This weekend, my husband and I enjoyed Shakespeare's Julius Caesar in Ashland, OR. It was phenomenal, and it got me thinking about the value of art & culture in education and human development.
I found an interesting summary of research* comparing childhood exposure to arts and its effect into adulthood.
Looking at the research, I was not surprised that there were clear inequalities in terms of access. There have been some measures taken to reduce this divide (although I am sure the debate can continue) and I think it is important to continue the dialogue about access and providing as equal of opportunities as possible.
Working with at-risk youth, especially in programs with limited budgets, I have often assumed that theater was too expensive and unattainable for my students. But I quickly learned that that is not necessarily true.
With the right information, it is possible and can be affordable to engage children in theater, classical music, and other forms of performing arts.
- Go Classical PDX is a program that is set to go through July 2011. This program offers $5 tickets to anyone with an Oregon Trail Card for Oregon Ballet Theater, Oregon Symphony, The Portland Opera and many other cultural venues. For the complete list, visit here. This is a pilot project, so it may or may not be extended after July 2011.

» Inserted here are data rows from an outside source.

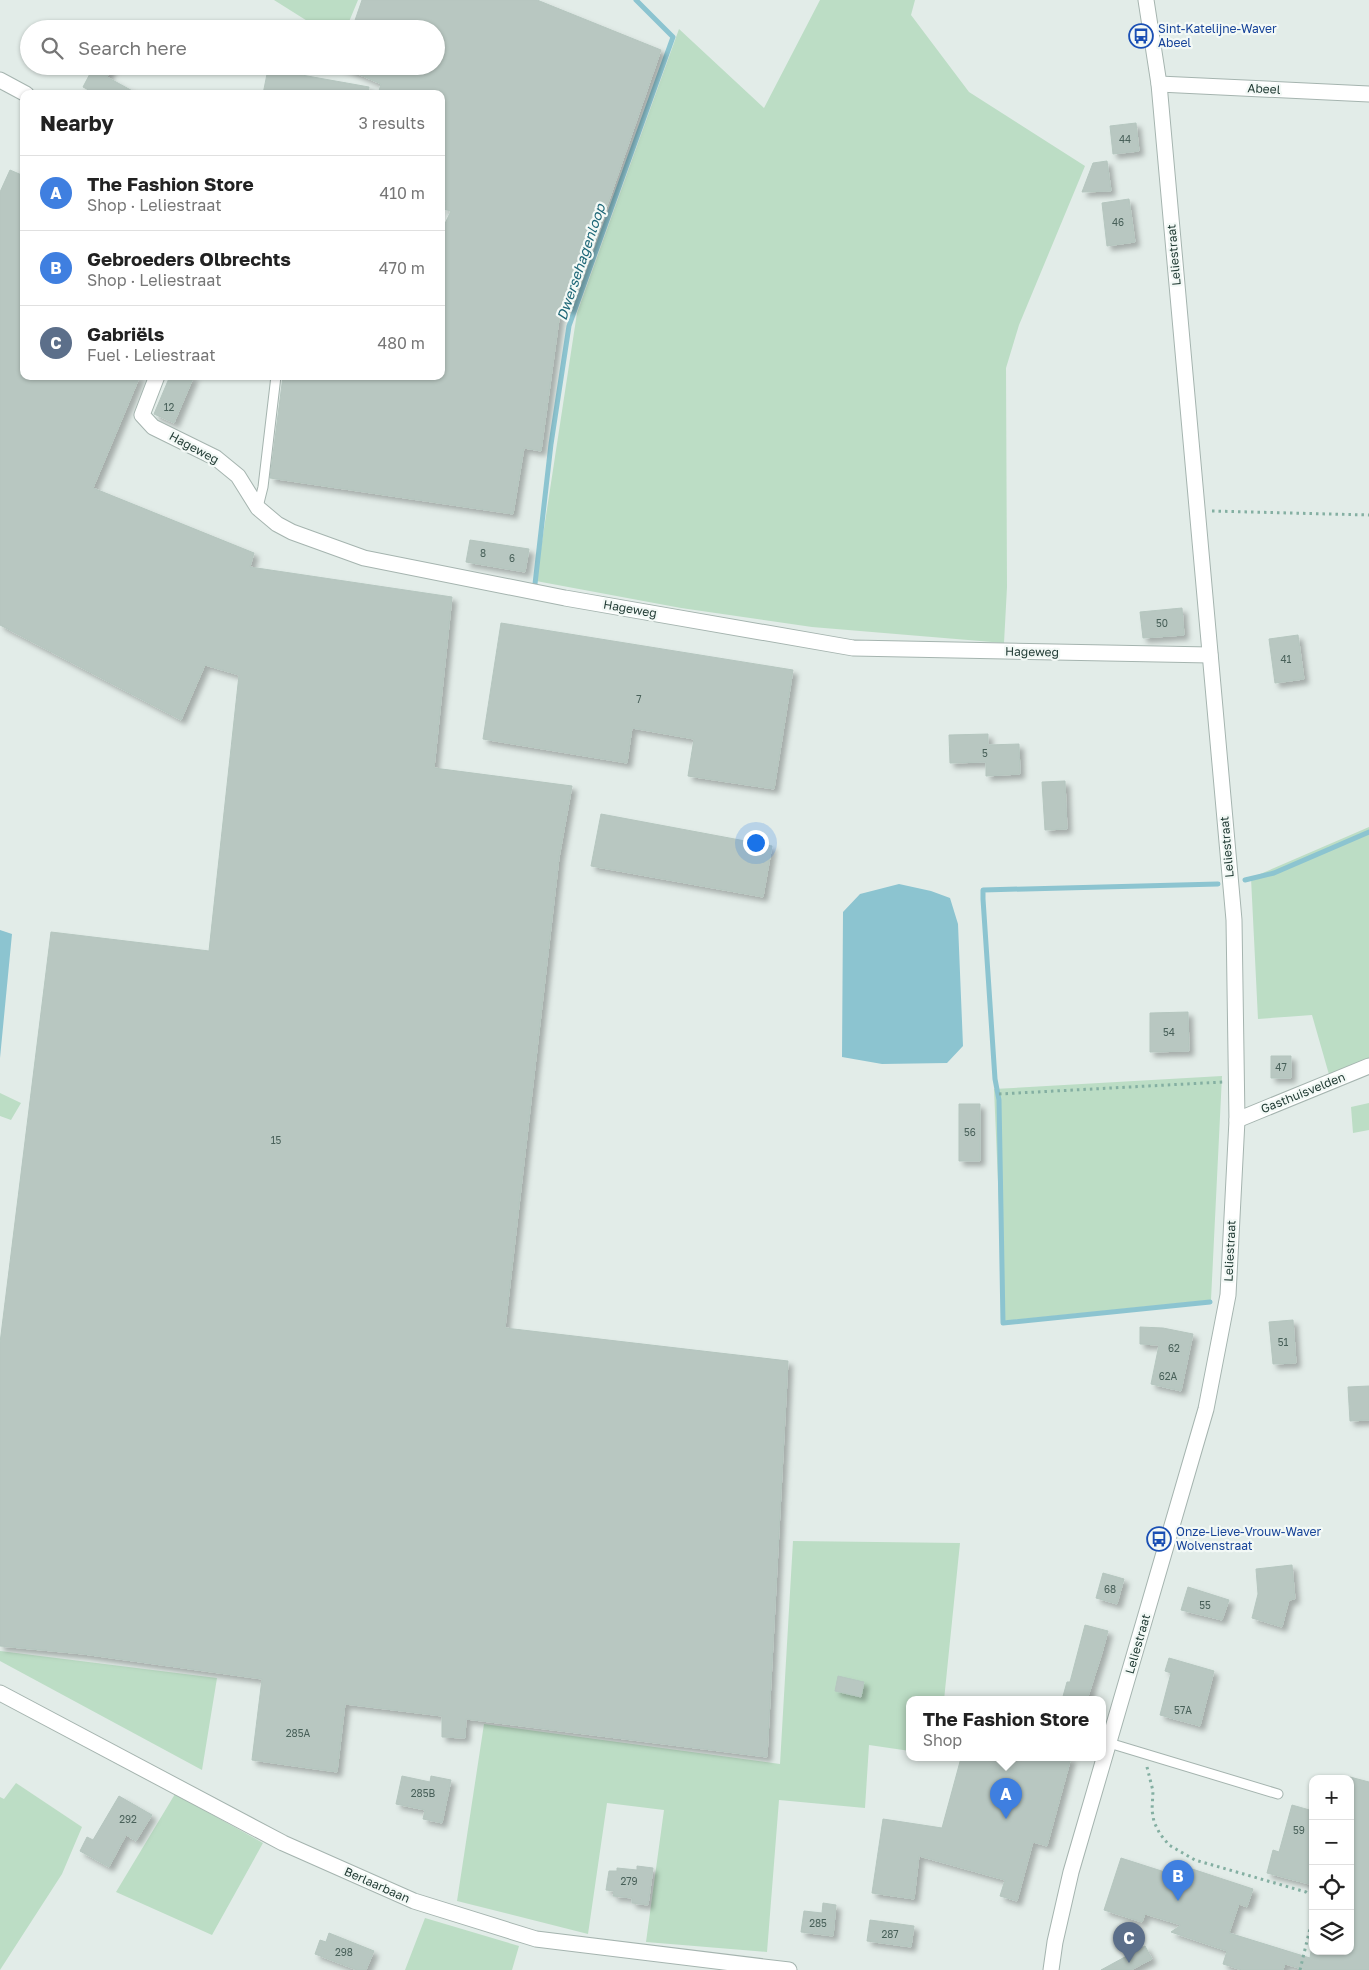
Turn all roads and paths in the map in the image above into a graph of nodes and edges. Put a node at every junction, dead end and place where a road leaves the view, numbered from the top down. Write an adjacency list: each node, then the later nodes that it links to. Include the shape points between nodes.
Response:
1 (1146, 0): 3 (street, Leliestraat)
2 (0, 80): 4 (street)
3 (1159, 84): 5 (street, Abeel); 9 (street, Leliestraat)
4 (20, 91)
5 (1369, 94)
6 (155, 380): 8 (street, Hageweg, via 142,415 153,427 216,458 238,476)
7 (276, 380): 8 (lane)
8 (258, 508): 11 (street, Hageweg, via 292,532 364,558 565,598 853,648)
9 (1197, 511): 10 (path); 11 (street, Leliestraat)
10 (1369, 516)
11 (1210, 655): 13 (street, Leliestraat, via 1234,920)
12 (1369, 1066): 15 (street, Gasthuisvelden)
13 (1236, 1081): 14 (path); 15 (street, Leliestraat)
14 (999, 1094)
15 (1236, 1120): 17 (street, Leliestraat, via 1228,1295 1219,1350 1206,1410)
16 (0, 1693): 24 (street, Berlaarbaan, via 283,1843 414,1901 536,1939)
17 (1109, 1743): 18 (street, Leliestraat); 19 (lane)
18 (1106, 1753)
19 (1144, 1754): 21 (lane); 22 (path, via 1153,1791 1154,1822 1169,1845 1195,1860)
20 (1104, 1761): 25 (street, Leliestraat, via 1071,1872)
21 (1278, 1794)
22 (1309, 1894)
23 (1309, 1933): 26 (path)
24 (789, 1970)
25 (1051, 1970)
26 (1300, 1970)

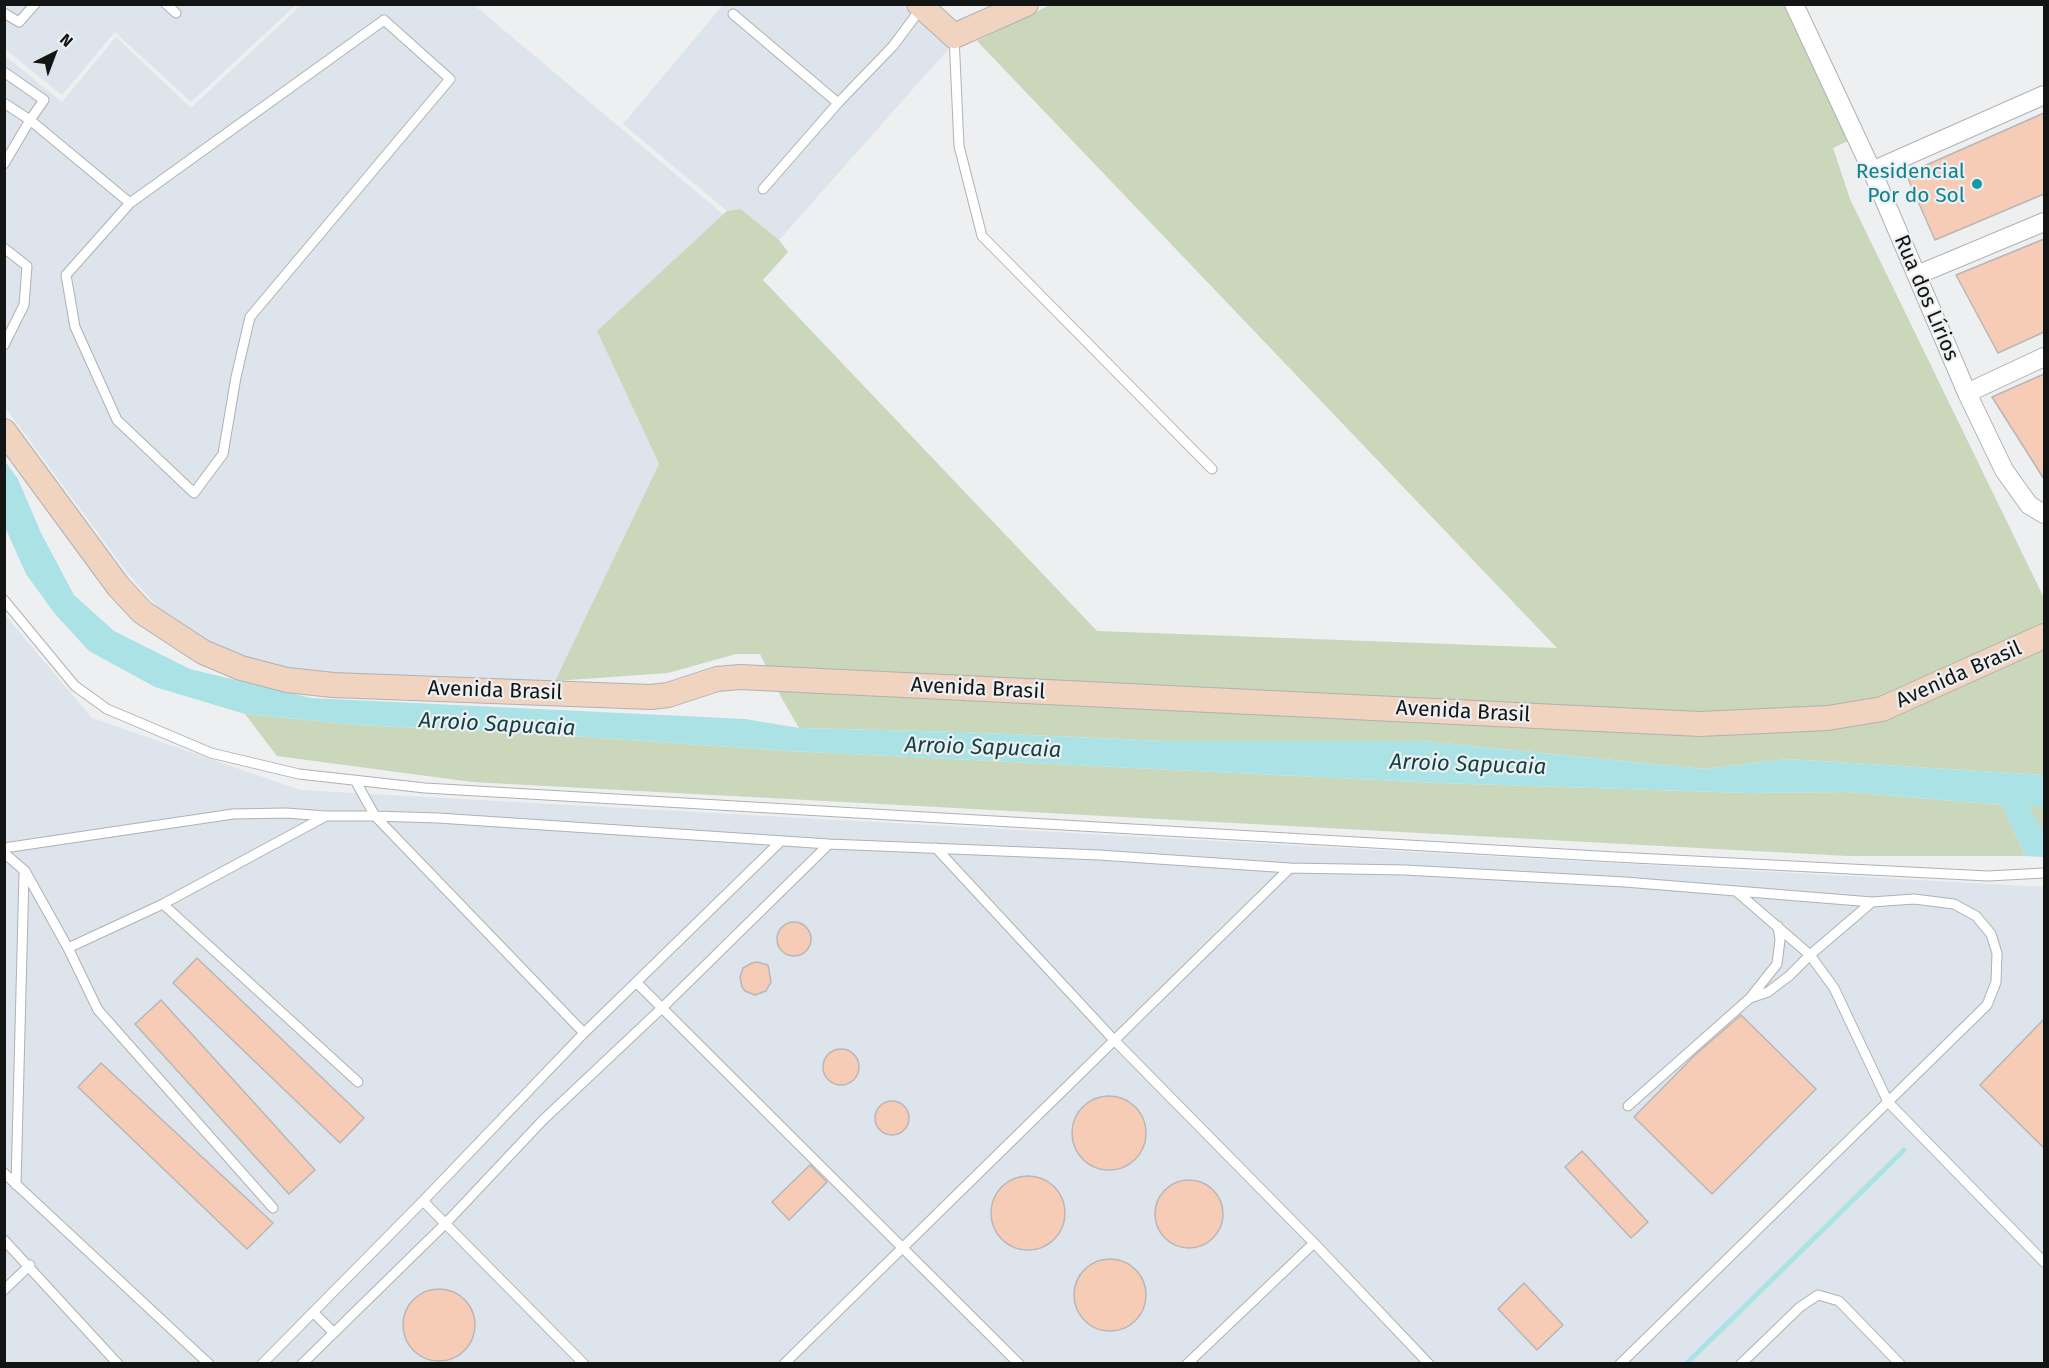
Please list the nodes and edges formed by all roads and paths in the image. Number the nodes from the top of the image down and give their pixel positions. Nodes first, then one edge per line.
1 (35, 4) edge
2 (166, 4) edge
3 (1026, 4) edge
4 (1794, 4) edge
5 (920, 6) edge
6 (4, 13) edge
7 (176, 13) dead end
8 (733, 14) dead end
9 (954, 36) junction
10 (4, 72) edge
11 (2044, 95) edge
12 (4, 103) edge
13 (838, 103) junction
14 (30, 120) junction
15 (4, 164) edge
16 (1872, 171) junction
17 (763, 189) dead end
18 (130, 203) junction
19 (2044, 222) edge
20 (4, 248) edge
21 (1917, 275) junction
22 (4, 345) edge
23 (2044, 357) edge
24 (1967, 393) junction
25 (4, 431) edge
26 (1212, 470) dead end
27 (2039, 506) edge
28 (4, 600) edge
29 (2044, 636) edge
30 (355, 780) junction
31 (326, 816) junction
32 (375, 816) junction
33 (781, 841) junction
34 (829, 844) junction
35 (4, 848) edge
36 (936, 848) junction
37 (8, 857) edge
38 (4, 868) edge
39 (1290, 868) junction
40 (25, 871) junction
41 (2044, 873) edge
42 (1736, 891) junction
43 (1872, 902) junction
44 (164, 904) junction
45 (1778, 926) junction
46 (68, 948) junction
47 (1810, 955) junction
48 (637, 983) junction
49 (1750, 998) junction
50 (663, 1008) junction
51 (584, 1033) junction
52 (1114, 1040) junction
53 (358, 1082) dead end
54 (1888, 1102) junction
55 (1628, 1106) dead end
56 (4, 1173) edge
57 (16, 1185) junction
58 (423, 1201) junction
59 (273, 1208) dead end
60 (445, 1224) junction
61 (4, 1240) edge
62 (1314, 1243) junction
63 (904, 1248) junction
64 (2044, 1262) edge
65 (30, 1265) junction
66 (4, 1290) edge
67 (313, 1312) junction
68 (333, 1332) junction
69 (118, 1364) edge
70 (209, 1364) edge
71 (261, 1364) edge
72 (302, 1364) edge
73 (584, 1364) edge
74 (784, 1364) edge
75 (1019, 1364) edge
76 (1187, 1364) edge
77 (1429, 1364) edge
78 (1620, 1364) edge
79 (1741, 1364) edge
80 (1900, 1364) edge

1 - 6 lane
2 - 7 lane
3 - 9 main road
4 - 16 street, Rua dos Lírios
5 - 9 main road
5 - 13 lane
8 - 13 lane
9 - 26 lane
10 - 14 lane
11 - 16 street
12 - 14 lane
13 - 17 lane
14 - 15 lane
14 - 18 lane
16 - 21 street, Rua dos Lírios
18 - 18 lane
19 - 21 street
20 - 22 lane
21 - 24 street, Rua dos Lírios
23 - 24 street
24 - 27 street, Rua dos Lírios
25 - 29 main road, Avenida Brasil
28 - 30 lane
30 - 32 lane
30 - 41 lane
31 - 32 lane
31 - 35 lane
31 - 44 lane
32 - 33 lane
32 - 51 lane
33 - 34 lane
33 - 48 lane
34 - 36 lane
34 - 50 lane
36 - 39 lane
36 - 52 lane
37 - 38 lane
37 - 40 lane
39 - 42 lane
39 - 52 lane
40 - 46 lane
40 - 57 lane
42 - 43 lane
42 - 45 lane
43 - 47 lane
43 - 54 lane
44 - 46 lane
44 - 53 lane
45 - 47 lane
45 - 49 lane
46 - 59 lane
47 - 49 lane
47 - 54 lane
48 - 50 lane
48 - 51 lane
49 - 55 lane
50 - 60 lane
50 - 63 lane
51 - 58 lane
52 - 62 lane
52 - 63 lane
54 - 64 lane
54 - 78 lane
56 - 57 lane
57 - 70 lane
58 - 60 lane
58 - 67 lane
60 - 68 lane
60 - 73 lane
61 - 65 lane
62 - 76 lane
62 - 77 lane
63 - 74 lane
63 - 75 lane
65 - 66 lane
65 - 69 lane
67 - 68 lane
67 - 71 lane
68 - 72 lane
79 - 80 lane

- Portland Center Stage offers many incentives for young people to get involved in theater. They offer discounted season subscriptions for anyone under 30, and free workshops and tickets for title I schools and social service agencies.
- The Portland Art Museum always offers free admission to children 17 and under, and has special activities families can participate in on Sundays.
Do you know of any other opportunities for students, teachers and/or families to access arts & culture? Please share!
*The research is primarily based in countries other than America (although, I believe the results are applicable). If you're interested in getting a better feel of what American's opinion of the arts is, the Institute for Innovation in Social Policy did some thorough research - their report is available to read here.